The Dutch government’s approach to dealing with the fear of Russian election hacking is to scale back the use of computers to count votes and opt for an all-paper, all-manual election this month, POLITICO.EU reports. It is one of the more drastic responses to a threat that France and Germany, which also hold elections this year, have also started to grapple with.
International electoral espionage is relatively inexpensive and easily replicated in other countries, by other countries and to some degree by private interests, notes Pat Merloe (right), a senior associate and the director of electoral programs at the National Democratic Institute, a core institute of the National Endowment for Democracy, the Washington-based democracy assistance group.
“Addressing international electoral espionage will require identifying points of leverage that will punish and deter it – and mustering the will to use that leverage. The failure to do so will embolden authoritarians even further,” Merloe contends:
While the considerable shortcomings of democratic governance here and elsewhere must be vigorously addressed, democratic ideals must be defended and promoted.
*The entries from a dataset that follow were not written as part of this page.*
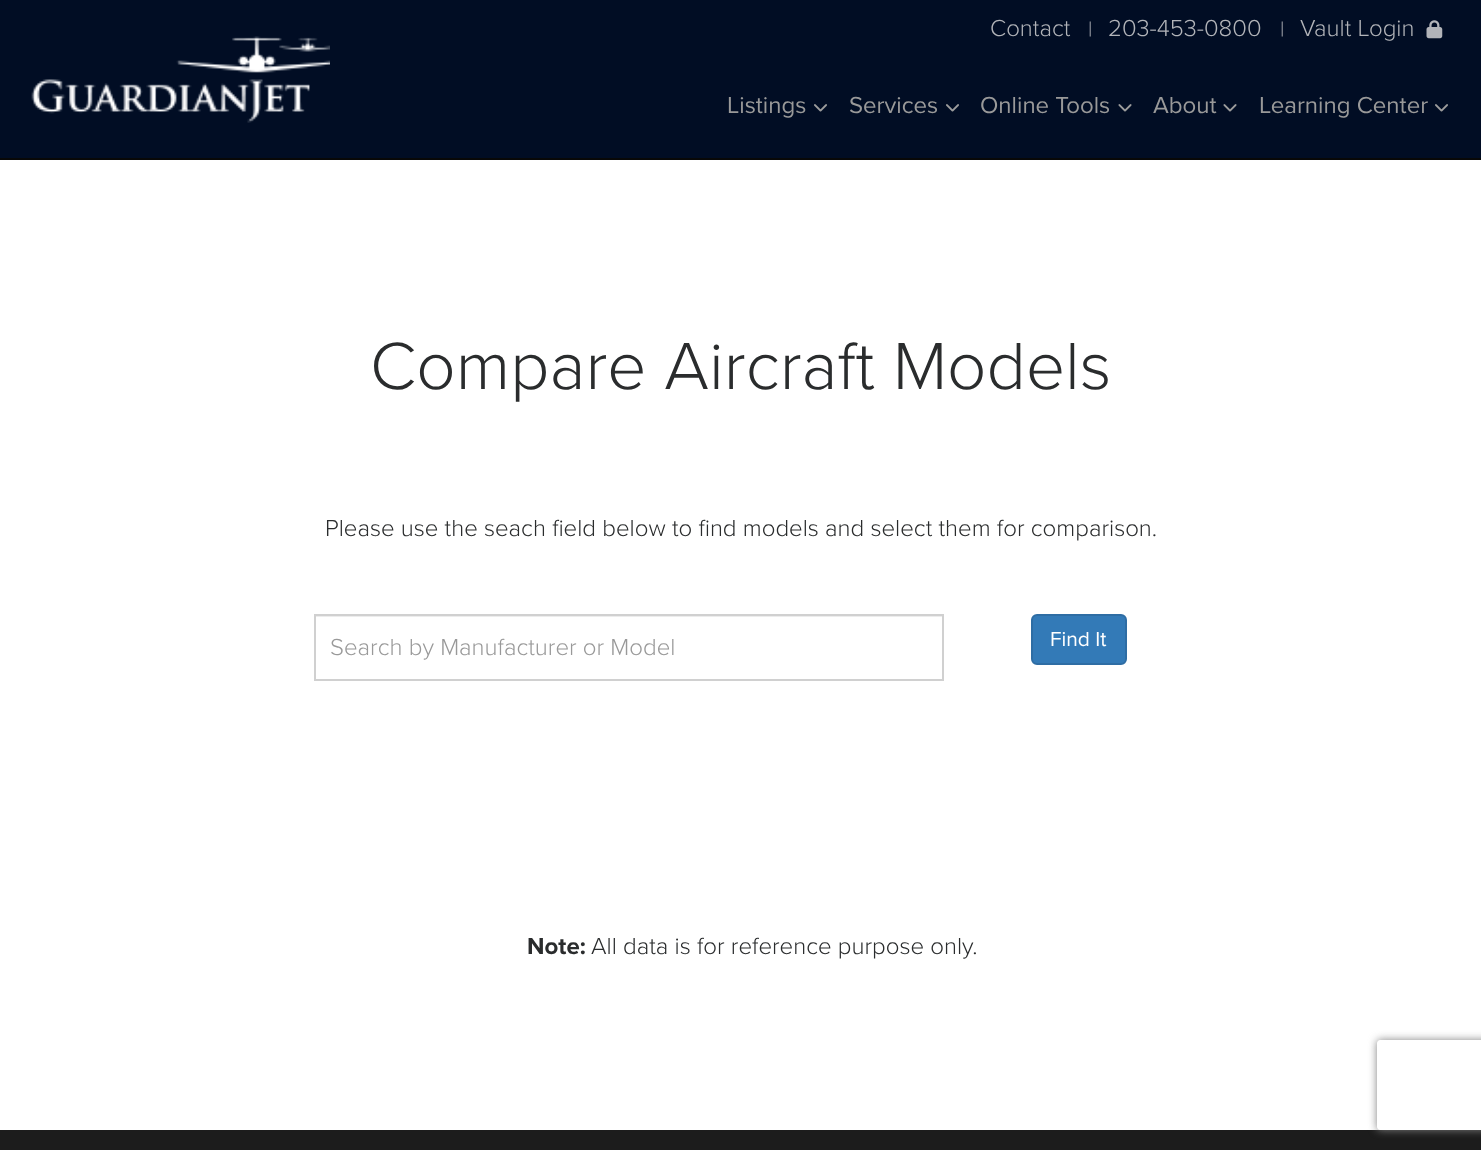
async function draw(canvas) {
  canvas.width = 1481
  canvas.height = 1150
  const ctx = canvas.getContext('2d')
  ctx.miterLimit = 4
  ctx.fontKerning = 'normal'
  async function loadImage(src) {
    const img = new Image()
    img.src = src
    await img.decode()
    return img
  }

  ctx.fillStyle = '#fff'
  ctx.fillRect(0, 0, 1481, 1150)
  ctx.fillStyle = '#010d24'
  ctx.fillRect(0, 0, 1481, 158)
  ctx.fillStyle = '#080808'
  ctx.fillRect(0, 158, 1481, 2)
  ctx.font = '300 24px Proxima Nova'
  ctx.fillStyle = '#b2b4b9'
  ctx.fillText('Contact', 990, 36)
  ctx.font = '300 21px Proxima Nova'
  ctx.fillText('|', 1088, 36)
  ctx.font = '300 24px Proxima Nova'
  ctx.fillText('203-453-0800', 1108, 36)
  ctx.font = '300 21px Proxima Nova'
  ctx.fillText('|', 1280, 36)
  ctx.font = '300 24px Proxima Nova'
  ctx.fillText('Vault Login', 1300, 36)
  ctx.drawImage(await loadImage('image0.png'), 1426, 20, 17, 19)
  ctx.drawImage(await loadImage('image1.png'), 31, 36, 299, 87)
  ctx.font = '24px Proxima Nova'
  ctx.fillStyle = '#999'
  ctx.fillText('Listings', 727, 113)
  ctx.drawImage(await loadImage('image2.png'), 814, 104, 13, 8)
  ctx.fillText('Services', 849, 113)
  ctx.drawImage(await loadImage('image2.png'), 946, 104, 13, 8)
  ctx.fillText('Online Tools', 980, 113)
  ctx.drawImage(await loadImage('image3.png'), 1118, 104, 14, 8)
  ctx.fillText('About', 1153, 113)
  ctx.drawImage(await loadImage('image3.png'), 1223, 104, 14, 8)
  ctx.fillText('Learning Center', 1259, 113)
  ctx.drawImage(await loadImage('image2.png'), 1435, 104, 13, 8)
  ctx.font = '300 69px Proxima Nova'
  ctx.fillStyle = '#2a2c2d'
  ctx.fillText('Compare Aircraft Models', 370, 389)
  ctx.font = '300 24px Proxima Nova'
  ctx.fillText('Please use the seach field below to find models and select them for comparison.', 325, 536)
  ctx.fillStyle = '#ececec'
  ctx.fillRect(315, 616, 627, 1)
  ctx.strokeStyle = '#d0d0d0'
  ctx.lineWidth = 2
  ctx.strokeRect(315, 615, 628, 65)
  ctx.fillStyle = '#999'
  ctx.fillText('Search by Manufacturer or Model', 330, 655)
  ctx.fillStyle = '#337ab7'
  ctx.beginPath()
  ctx.roundRect(1032, 615, 94, 49, 5)
  ctx.fill()
  ctx.strokeStyle = '#2e6da4'
  ctx.stroke()
  ctx.font = '21px Proxima Nova'
  ctx.fillStyle = '#fff'
  ctx.fillText('Find It', 1050, 646)
  ctx.font = 'bold 24px Proxima Nova'
  ctx.fillStyle = '#2a2c2d'
  ctx.fillText('Note:', 527, 954)
  ctx.font = '300 24px Proxima Nova'
  ctx.fillText('All data is for reference purpose only.', 591, 954)
  ctx.fillStyle = '#1c1c1c'
  ctx.fillRect(0, 1130, 1481, 20)
  ctx.save()
  ctx.beginPath()
  ctx.moveTo(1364, 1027)
  ctx.lineTo(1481, 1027)
  ctx.lineTo(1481, 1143)
  ctx.lineTo(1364, 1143)
  ctx.closePath()
  ctx.moveTo(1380, 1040)
  ctx.lineTo(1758, 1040)
  ctx.bezierCurveTo(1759.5, 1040, 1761, 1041.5, 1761, 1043)
  ctx.lineTo(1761, 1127)
  ctx.bezierCurveTo(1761, 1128.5, 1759.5, 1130, 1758, 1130)
  ctx.lineTo(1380, 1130)
  ctx.bezierCurveTo(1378.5, 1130, 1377, 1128.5, 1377, 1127)
  ctx.lineTo(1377, 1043)
  ctx.bezierCurveTo(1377, 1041.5, 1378.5, 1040, 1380, 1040)
  ctx.closePath()
  ctx.clip('evenodd')
  ctx.fillStyle = '#808080'
  ctx.filter = 'blur(4px)'
  ctx.beginPath()
  ctx.roundRect(1377, 1040, 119, 90, 3)
  ctx.fill()
  ctx.filter = 'none'
  ctx.restore()
}

draw(document.querySelector('canvas'))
Abandoning democratic norms and principles, rather than fighting for them – leaving democratic allies and aspirants around the world to fend for themselves, rather than strengthening our solidarity – or embracing inaction by accepting arguments that authoritarian and democratic methods are equivalent, rather than reading the long “arc of the moral universe” and taking action – will weaken this country and make the world a worse place. Democracy makes it possible for the world to become more peaceful, prosperous and just – and its defense requires strong efforts by us all.